The Penguin's true identity was never revealed either, and for years I have resisted "Oswald Cobblepot" as the stupidest name ever coined for a character. That is, until 'Gotham' suggested that Cobblepot is an Americanized version of his mid-European family name of Kapelputz. I can live with that. However, I think Burgess Meredith's Penguin would have changed it in order to have a sound as "sophisticated" as his attire, so that one of his aliases from the 1966 movie (absorbed into the TV Universe) - P. N. Gwynn became his legal name.


As for the previously mentioned Riddler? Frank Gorshin was playing murderer Lou Rydell who must have escaped from an insane asylum (from an episode of 'The Alfred Hitchcock Hour'.)   Somebody in the asylum must have mispronounced his name of Rydell as Riddler and it stuck.  And when John Astin briefly assumed the nom de crime... well, he was actually Gomez Addams! (And you should know where he comes from!)
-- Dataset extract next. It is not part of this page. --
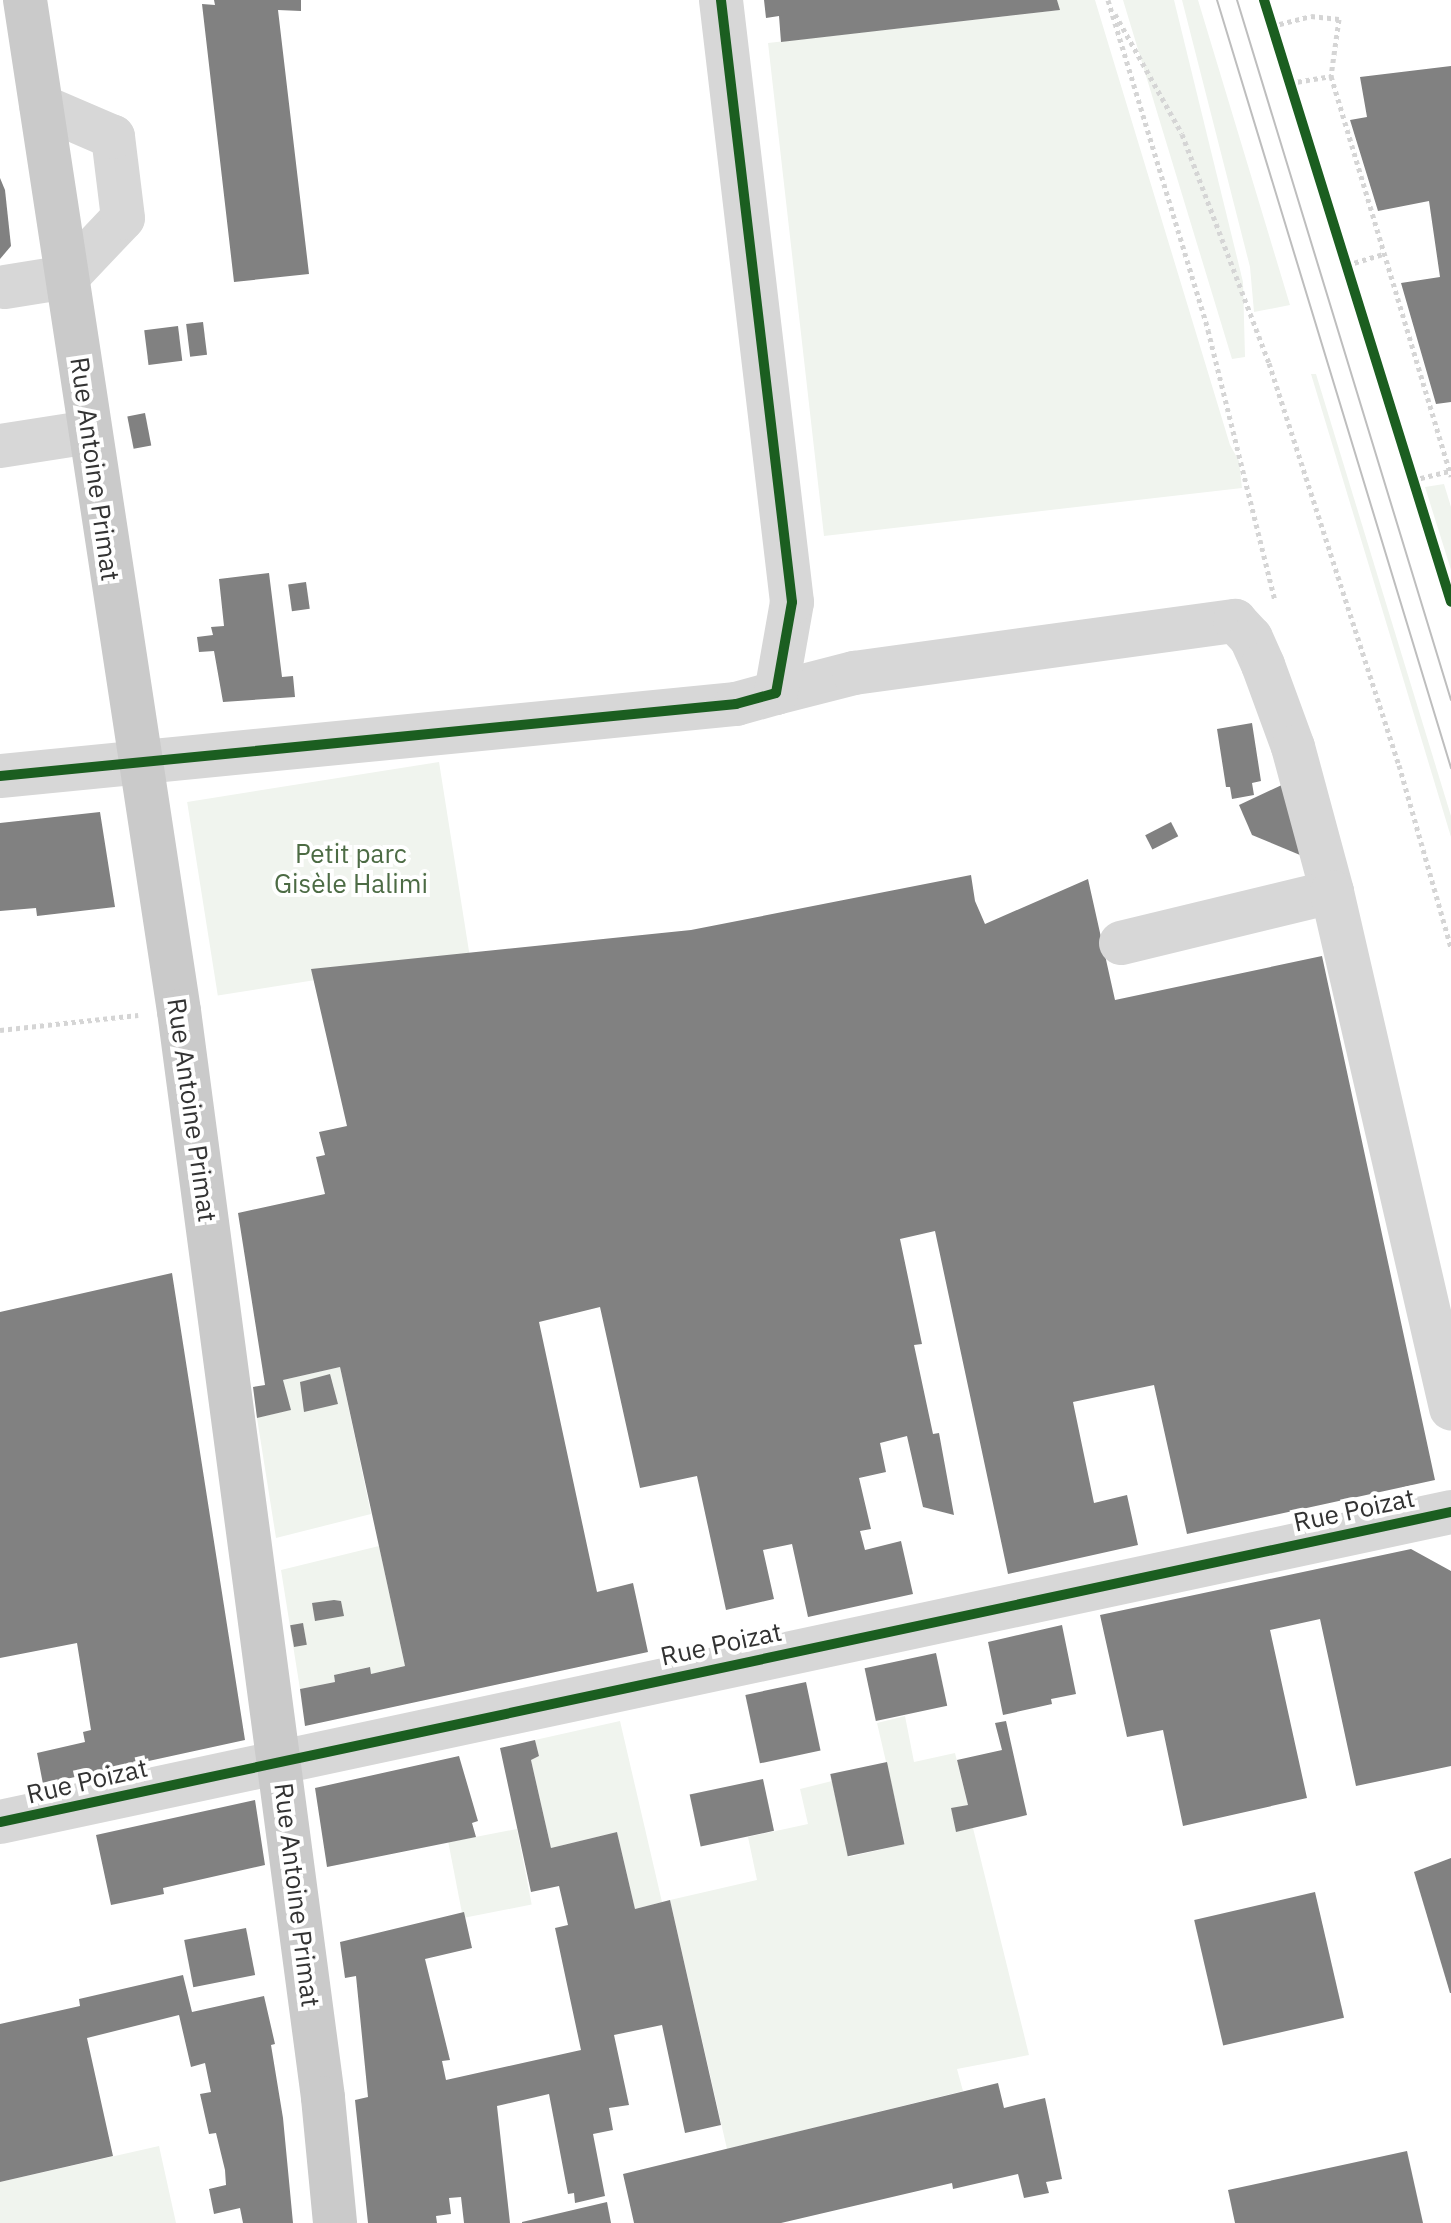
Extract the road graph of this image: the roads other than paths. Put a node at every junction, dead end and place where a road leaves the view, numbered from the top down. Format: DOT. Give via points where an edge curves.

This all brings me around to the location of Gotham City and where it can be found in the continental United States of Toobworld.....

I've seen several references to Gotham City being found in New Jersey, most prominent of which would be the Atlas of DC Comics from the 1990s. (And Metropolis would be close by, located in Delaware.) But that wouldn't work for the main Toobworld and it's the TV show itself which negates that idea, not just some preferred theory of my own.


In the Bookworm story, this van showed up on the bridge leading into Gotham City:
Forget about the Chrysler Building showing up there in the background - it's a common practice in Toobworld for architecture to be repeated elsewhere. The important point is painted there on the side of the van - the call letters for that TV station.

Any TV station that began with the letter "K" would be found west of the Mississippi River. Eastwards, they all begin with "W". And so this couldn't be New Jersey, it has to be somewhere in the Western United States.

Next we have to look at a few key scenes from the 1966 movie, which as I've stated before, has been absorbed into the TV Universe. At one point, Batman had trouble trying to get rid of a bomb on the waterfront. I suppose arguments could be mounted that Gotham was situated on the shores of one of the mighty rivers transecting America, or perhaps one of the Great Lakes.

But then the Caped Crusader is attacked by a shark!

Batman v Shark.2

So it has to be ocean front property on the West Coast. Gotham City must be located in California.

And as far as Earth Prime-Time is concerned, so it shall always be....

BCnU!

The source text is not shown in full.